How it all began
I was crying, holding The Witches Sabbats in my hand and reading what was written in those pages.
Those words and the idea that they conveyed felt like home and to a lost, traumatised 16 year old, that meant everything.
As an abused and bullied girl growing up in the 80’s and 90’s, I had searched for some sort of deeper connection all my life. There had to be something, anything that could help me find that connection.
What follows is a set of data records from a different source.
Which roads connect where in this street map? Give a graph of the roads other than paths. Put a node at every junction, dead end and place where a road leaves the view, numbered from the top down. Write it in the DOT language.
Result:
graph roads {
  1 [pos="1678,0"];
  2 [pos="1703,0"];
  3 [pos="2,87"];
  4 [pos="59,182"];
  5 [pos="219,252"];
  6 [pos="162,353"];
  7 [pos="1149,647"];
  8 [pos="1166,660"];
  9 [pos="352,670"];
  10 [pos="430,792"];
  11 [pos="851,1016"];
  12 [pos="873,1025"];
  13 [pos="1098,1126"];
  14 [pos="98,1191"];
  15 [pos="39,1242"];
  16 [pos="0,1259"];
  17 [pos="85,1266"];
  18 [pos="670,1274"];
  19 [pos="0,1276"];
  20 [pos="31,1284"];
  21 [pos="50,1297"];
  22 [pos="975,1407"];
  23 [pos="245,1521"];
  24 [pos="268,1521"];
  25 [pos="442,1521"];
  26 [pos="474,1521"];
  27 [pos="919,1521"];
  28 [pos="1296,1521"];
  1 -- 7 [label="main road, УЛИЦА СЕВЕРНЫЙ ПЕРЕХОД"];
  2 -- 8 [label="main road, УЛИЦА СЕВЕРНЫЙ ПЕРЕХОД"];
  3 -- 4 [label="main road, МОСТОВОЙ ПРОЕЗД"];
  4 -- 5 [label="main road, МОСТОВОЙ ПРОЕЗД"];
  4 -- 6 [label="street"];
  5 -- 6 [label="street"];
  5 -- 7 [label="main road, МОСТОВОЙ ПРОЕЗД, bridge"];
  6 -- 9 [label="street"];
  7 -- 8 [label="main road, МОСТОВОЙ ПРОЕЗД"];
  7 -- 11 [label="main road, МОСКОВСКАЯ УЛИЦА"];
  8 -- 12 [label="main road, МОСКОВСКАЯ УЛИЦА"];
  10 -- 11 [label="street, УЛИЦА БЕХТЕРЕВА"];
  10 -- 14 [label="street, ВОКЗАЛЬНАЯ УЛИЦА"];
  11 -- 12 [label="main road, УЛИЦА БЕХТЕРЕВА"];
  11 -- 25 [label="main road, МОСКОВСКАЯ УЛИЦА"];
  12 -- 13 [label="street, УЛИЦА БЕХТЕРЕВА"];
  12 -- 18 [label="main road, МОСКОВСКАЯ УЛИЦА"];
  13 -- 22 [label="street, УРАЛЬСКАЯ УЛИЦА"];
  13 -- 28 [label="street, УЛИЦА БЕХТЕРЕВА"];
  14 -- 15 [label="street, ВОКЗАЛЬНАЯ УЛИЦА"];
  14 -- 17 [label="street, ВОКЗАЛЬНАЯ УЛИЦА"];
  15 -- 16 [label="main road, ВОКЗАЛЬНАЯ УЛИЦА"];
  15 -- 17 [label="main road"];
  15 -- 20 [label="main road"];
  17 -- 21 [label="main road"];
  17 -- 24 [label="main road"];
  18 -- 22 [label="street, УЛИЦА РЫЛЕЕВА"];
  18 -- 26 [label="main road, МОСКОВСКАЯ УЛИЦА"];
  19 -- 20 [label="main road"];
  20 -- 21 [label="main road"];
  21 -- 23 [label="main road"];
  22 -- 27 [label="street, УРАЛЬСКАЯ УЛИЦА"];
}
I was in self-destruct mode. I had given up on school, leaving with mediocre results even though I was capable of so much more. I couldn’t hold down a job and was spending lots of my time getting high. I was in an unhealthy relationship and didn’t have any kind of clue what a healthy relationship looked like.
That book gave me hope that somehow, someway I could make a better life for myself and so my journey with Witchcraft began.
Life didn’t change all that quickly but the more I practiced and found small ways to bring magick into my life, the better I could help myself and the better I felt about myself.
I began to make improvements in my life. I began to understand myself, and I made better choices. I started to explore what I wanted from life and the meaning that I found in it. I took the long road of healing and learned how to fight and defeat my demons.
I trained in Reiki and other healing systems, opened my own business helping others with what I had learned and worked on myself along the way.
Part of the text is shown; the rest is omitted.